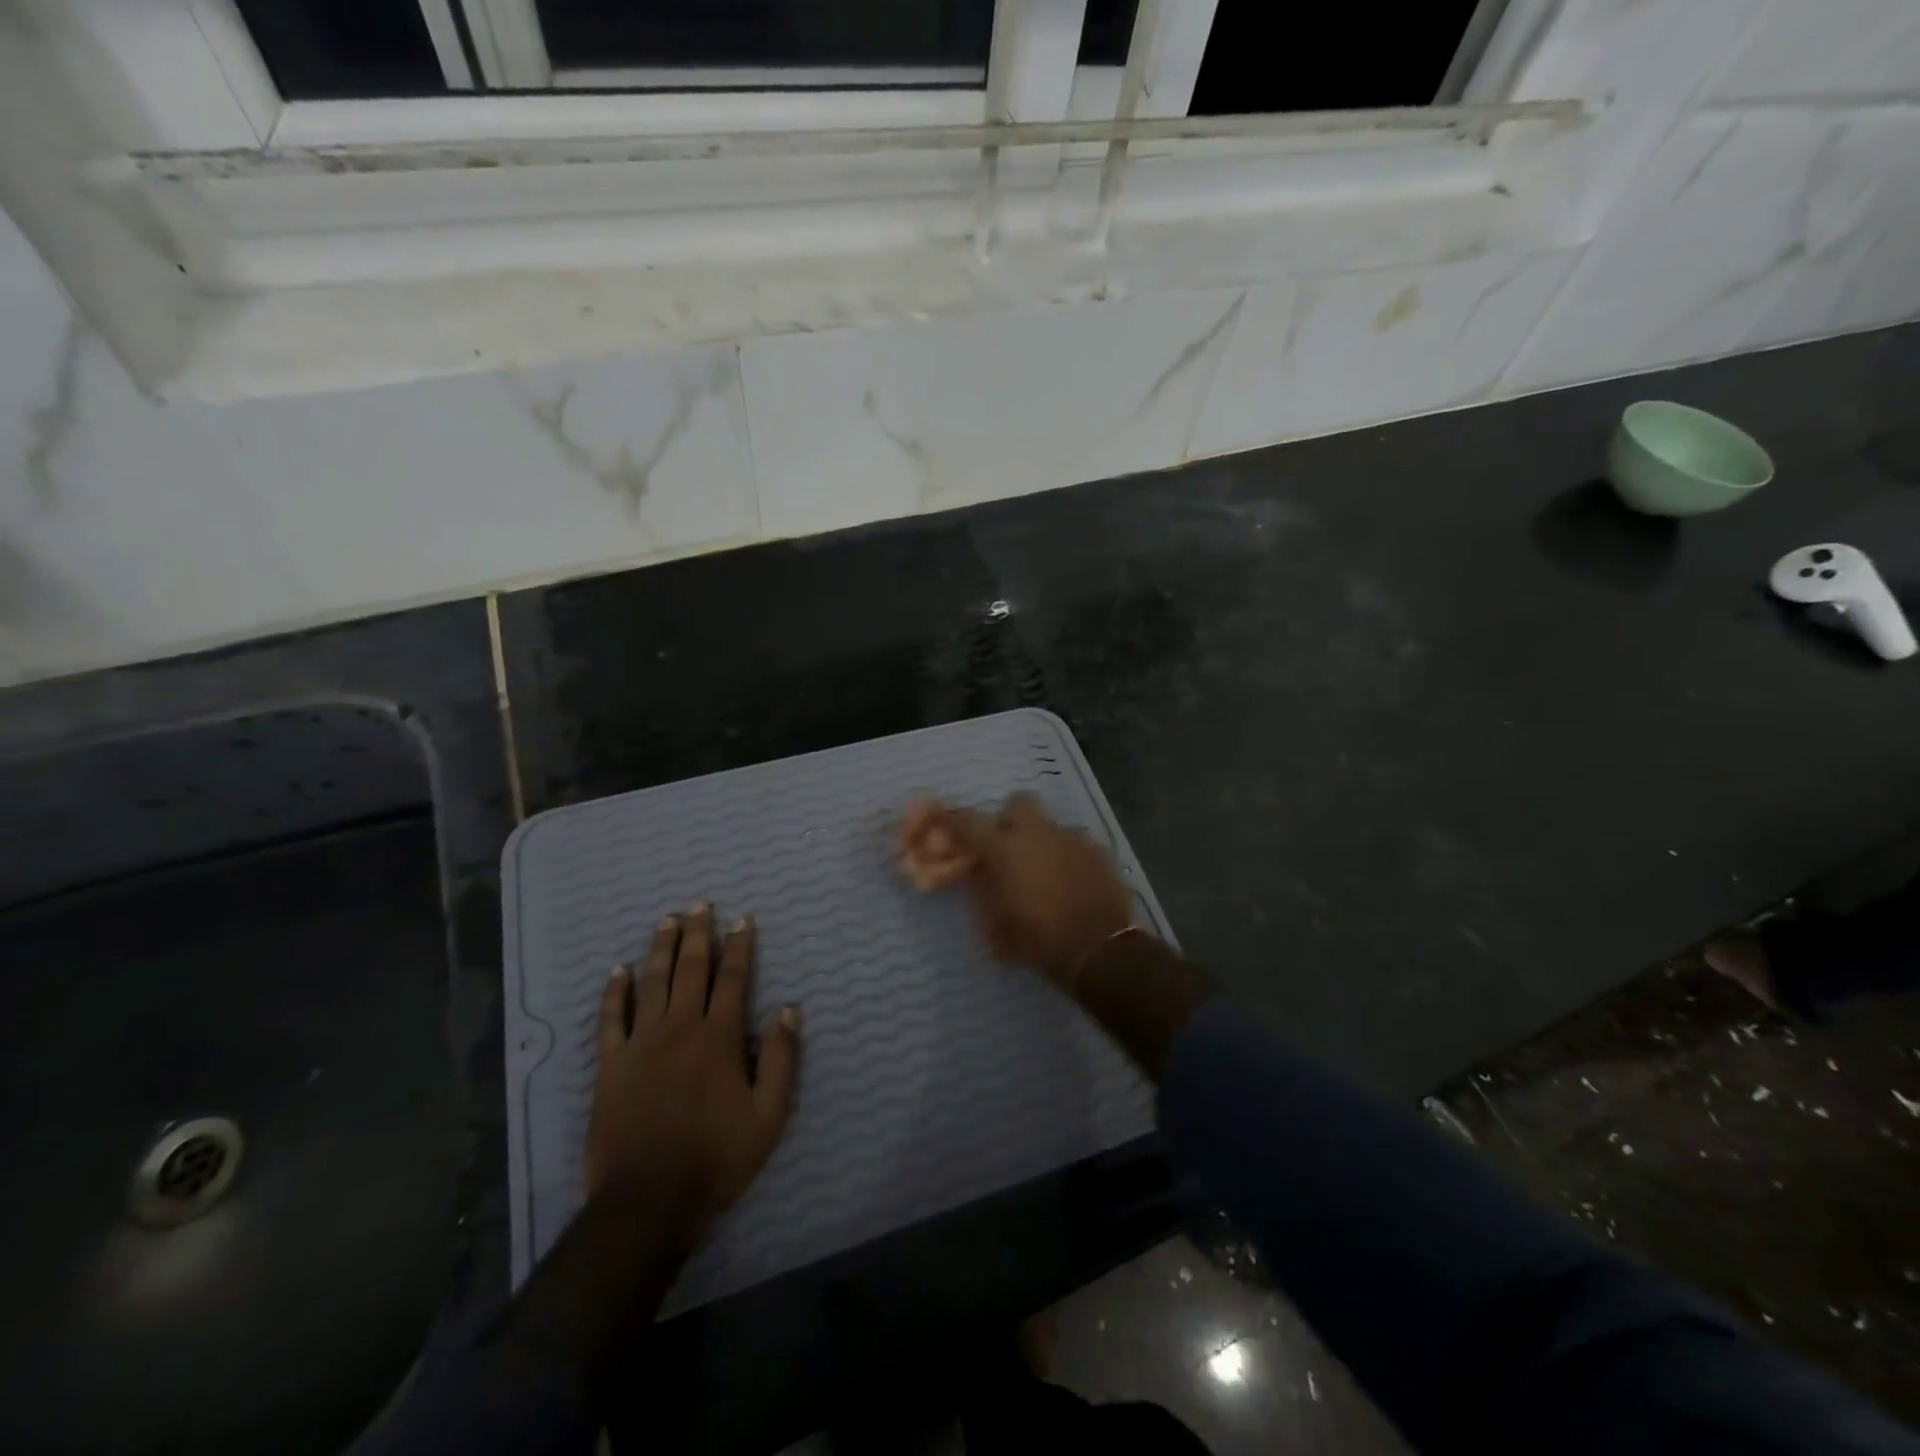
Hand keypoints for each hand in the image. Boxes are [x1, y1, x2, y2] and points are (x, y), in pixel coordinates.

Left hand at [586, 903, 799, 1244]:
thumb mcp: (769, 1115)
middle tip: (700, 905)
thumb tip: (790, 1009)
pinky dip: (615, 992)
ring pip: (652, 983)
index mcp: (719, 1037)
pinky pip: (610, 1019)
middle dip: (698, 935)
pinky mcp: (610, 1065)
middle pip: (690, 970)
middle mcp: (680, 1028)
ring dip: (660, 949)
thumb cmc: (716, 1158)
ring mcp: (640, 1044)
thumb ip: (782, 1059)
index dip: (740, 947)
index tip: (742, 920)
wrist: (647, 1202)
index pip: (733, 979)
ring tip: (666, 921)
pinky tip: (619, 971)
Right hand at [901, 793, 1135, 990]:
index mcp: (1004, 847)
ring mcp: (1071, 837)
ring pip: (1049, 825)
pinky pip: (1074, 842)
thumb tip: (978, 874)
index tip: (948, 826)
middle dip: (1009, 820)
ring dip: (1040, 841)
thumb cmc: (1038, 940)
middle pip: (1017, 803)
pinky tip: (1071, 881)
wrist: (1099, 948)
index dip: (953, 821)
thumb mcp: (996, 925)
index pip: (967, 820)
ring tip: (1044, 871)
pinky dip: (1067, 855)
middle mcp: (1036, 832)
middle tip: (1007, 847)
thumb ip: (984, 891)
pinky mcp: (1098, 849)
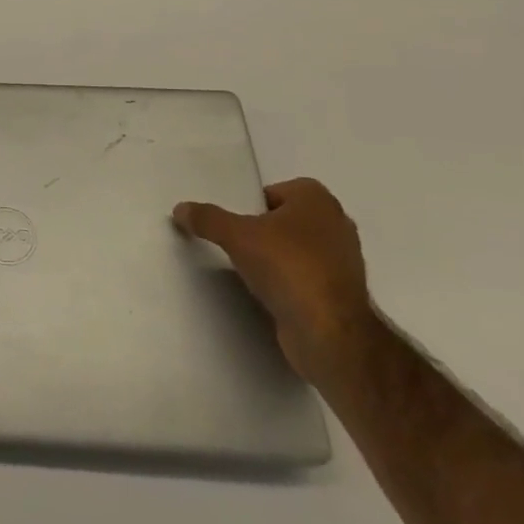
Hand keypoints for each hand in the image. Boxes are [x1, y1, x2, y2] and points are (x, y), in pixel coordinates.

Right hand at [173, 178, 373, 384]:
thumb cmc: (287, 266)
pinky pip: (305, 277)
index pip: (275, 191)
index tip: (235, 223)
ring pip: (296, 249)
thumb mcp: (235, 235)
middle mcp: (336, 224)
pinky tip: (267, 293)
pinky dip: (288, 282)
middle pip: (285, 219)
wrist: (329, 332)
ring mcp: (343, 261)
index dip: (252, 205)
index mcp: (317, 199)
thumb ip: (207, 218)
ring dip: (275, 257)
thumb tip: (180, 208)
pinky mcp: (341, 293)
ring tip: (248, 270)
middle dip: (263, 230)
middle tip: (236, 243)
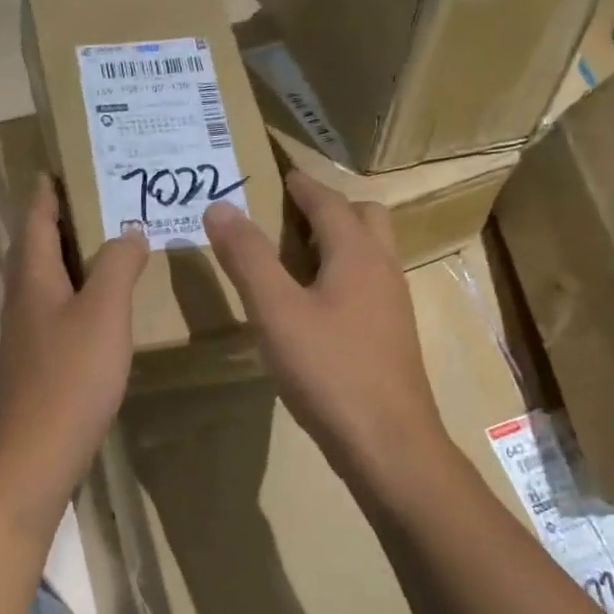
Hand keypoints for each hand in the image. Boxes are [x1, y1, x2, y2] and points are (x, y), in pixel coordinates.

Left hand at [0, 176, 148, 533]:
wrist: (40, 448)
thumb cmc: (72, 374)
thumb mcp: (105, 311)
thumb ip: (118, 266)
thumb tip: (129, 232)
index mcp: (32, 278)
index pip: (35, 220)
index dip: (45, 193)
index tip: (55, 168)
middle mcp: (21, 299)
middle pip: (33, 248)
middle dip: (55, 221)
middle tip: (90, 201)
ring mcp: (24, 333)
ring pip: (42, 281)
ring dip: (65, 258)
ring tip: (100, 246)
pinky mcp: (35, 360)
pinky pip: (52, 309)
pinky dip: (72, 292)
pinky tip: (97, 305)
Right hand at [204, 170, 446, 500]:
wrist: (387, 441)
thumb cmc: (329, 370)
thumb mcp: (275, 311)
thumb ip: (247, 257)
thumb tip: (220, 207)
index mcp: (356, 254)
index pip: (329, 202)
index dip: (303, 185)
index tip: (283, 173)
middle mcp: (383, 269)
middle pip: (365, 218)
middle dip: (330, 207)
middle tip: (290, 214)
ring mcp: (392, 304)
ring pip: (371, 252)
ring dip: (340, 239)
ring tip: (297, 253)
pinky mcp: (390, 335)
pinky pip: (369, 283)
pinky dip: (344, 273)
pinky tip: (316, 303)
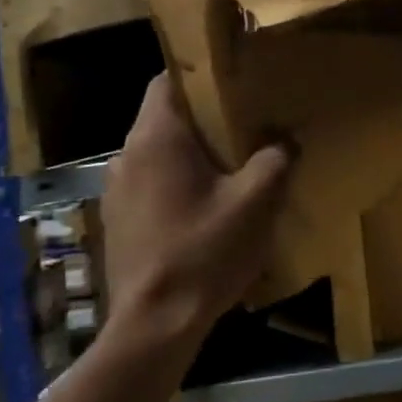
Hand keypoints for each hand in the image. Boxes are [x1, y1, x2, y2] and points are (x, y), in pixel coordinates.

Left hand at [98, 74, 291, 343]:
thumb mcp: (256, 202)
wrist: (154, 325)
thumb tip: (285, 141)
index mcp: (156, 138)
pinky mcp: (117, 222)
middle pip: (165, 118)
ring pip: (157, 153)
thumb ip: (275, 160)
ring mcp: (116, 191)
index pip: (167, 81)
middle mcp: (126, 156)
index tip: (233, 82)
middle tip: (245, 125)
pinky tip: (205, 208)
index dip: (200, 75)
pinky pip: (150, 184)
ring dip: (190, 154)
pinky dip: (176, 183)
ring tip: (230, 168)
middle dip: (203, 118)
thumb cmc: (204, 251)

---

Exercise goal:
Keep the pictures out and print all the records exactly as they are.

Exercise result:
Hand keypoints for each hand in the image. Boxes are [x1, y1, x2, y2] and points are (x, y), in pixel coordinates.

Left hand at [586, 903, 799, 1244]:
thumb mcp: (769, 1115)
middle tip: (700, 905)
thumb tip: (790, 1009)
pinky dip: (615, 992)
ring pip: (652, 983)
index mcp: (719, 1037)
pinky pip: (610, 1019)
middle dip: (698, 935)
pinky mcp: (610, 1065)
middle pip: (690, 970)
middle mcp: (680, 1028)
ring dip: (660, 949)
thumb cmc: (716, 1158)
ring mcp: (640, 1044)
thumb ip: (782, 1059)
index dip: (740, 947)
index tip: (742, 920)
wrist: (647, 1202)
index pip: (733, 979)
ring tip: (666, 921)
pinky tip: (619, 971)
Right hand at [901, 793, 1135, 990]:
index mcp: (1004, 847)
ring mcp: (1071, 837)
ring pip: (1049, 825)
pinky pip: (1074, 842)
thumb tip: (978, 874)
index tip: (948, 826)
middle dip: (1009, 820)
ring dip: (1040, 841)
thumb cmc: (1038, 940)
middle pip: (1017, 803)
pinky tip: (1071, 881)
wrist: (1099, 948)
index dip: (953, 821)
thumb mcp: (996, 925)
index pip: (967, 820)
ring tip: (1044, 871)
pinky dip: (1067, 855)
middle mcp: (1036, 832)
middle tip: (1007, 847)
thumb ip: (984, 891)
pinky mcp: (1098, 849)
Hand keypoints for each hand in the image. Boxes are [x1, y1, x2, y2] and points are (x, y), in pixel coordinates.

Right hand at [173, 178, 373, 384]:
thumb cmc: (287, 266)
pinky pip: (305, 277)
index pip: (275, 191)
index tip: (235, 223)
ring pip: (296, 249)
thumb mcp: (235, 235)
middle mcp: (336, 224)
pinky tip: (267, 293)
pinky dip: (288, 282)
middle pip: (285, 219)
wrist: (329, 332)
ring mcp: (343, 261)
index dip: (252, 205)
index mcp: (317, 199)
thumb ip: (207, 218)
ring dip: (275, 257)
thumb tip: (180, 208)
pinky mcp: (341, 293)
ring tip: (248, 270)
middle dip: (263, 230)
middle tip: (236, 243)
Hand keypoints for each hand in the image. Boxes are [x1, y1, x2, y2] and points are (x, y), in pixel coordinates.

Left hand at [0, 176, 148, 533]:
wrist: (40, 448)
thumb cmc: (72, 374)
thumb mcp: (105, 311)
thumb ip: (118, 266)
thumb tip: (129, 232)
index mcp: (32, 278)
index pip: (35, 220)
index dip: (45, 193)
index tip: (55, 168)
middle mcp: (21, 299)
middle pip: (33, 248)
middle dip: (55, 221)
middle tip: (90, 201)
ring mcp: (24, 333)
ring pip: (42, 281)
ring dip: (65, 258)
ring tip: (100, 246)
pinky mcp: (35, 360)
pinky pip: (52, 309)
pinky dip: (72, 292)
pinky tip: (97, 305)
Right hand at [204, 170, 446, 500]:
wrist: (387, 441)
thumb cmc: (329, 370)
thumb mcp: (275, 311)
thumb ip: (247, 257)
thumb tip: (220, 207)
index mcp: (356, 254)
index pip: (329, 202)
index dip: (303, 185)
index tip: (283, 173)
middle mcp: (383, 269)
middle pip: (365, 218)
middle dip: (330, 207)
middle tip: (290, 214)
ring mcp: (392, 304)
ring pip: (371, 252)
ring dip: (340, 239)
ring tip: (297, 253)
pinky mcp: (390, 335)
pinky pip: (369, 283)
pinky dip: (344, 273)
pinky tip: (316, 303)
Hand keypoints for each hand in the image. Boxes are [x1, y1, x2, y2] and points are (x, y), in pixel coordinates.

Left hand at [98, 74, 291, 343]:
thumb mcp: (256, 202)
wrist: (154, 325)
thumb tip: (285, 141)
index mcp: (156, 138)
pinky mcp: (117, 222)
middle pip: (165, 118)
ring pip: (157, 153)
thumb ip: (275, 160)
ring mcp: (116, 191)
index pip: (167, 81)
middle mcp: (126, 156)
index tip: (233, 82)
middle tip: (245, 125)
pinky tip: (205, 208)
index dip: (200, 75)
pinky pip: (150, 184)
ring dip: (190, 154)
pinky dip: (176, 183)
ring tip: (230, 168)
middle dip: (203, 118)
thumb cmc: (204, 251)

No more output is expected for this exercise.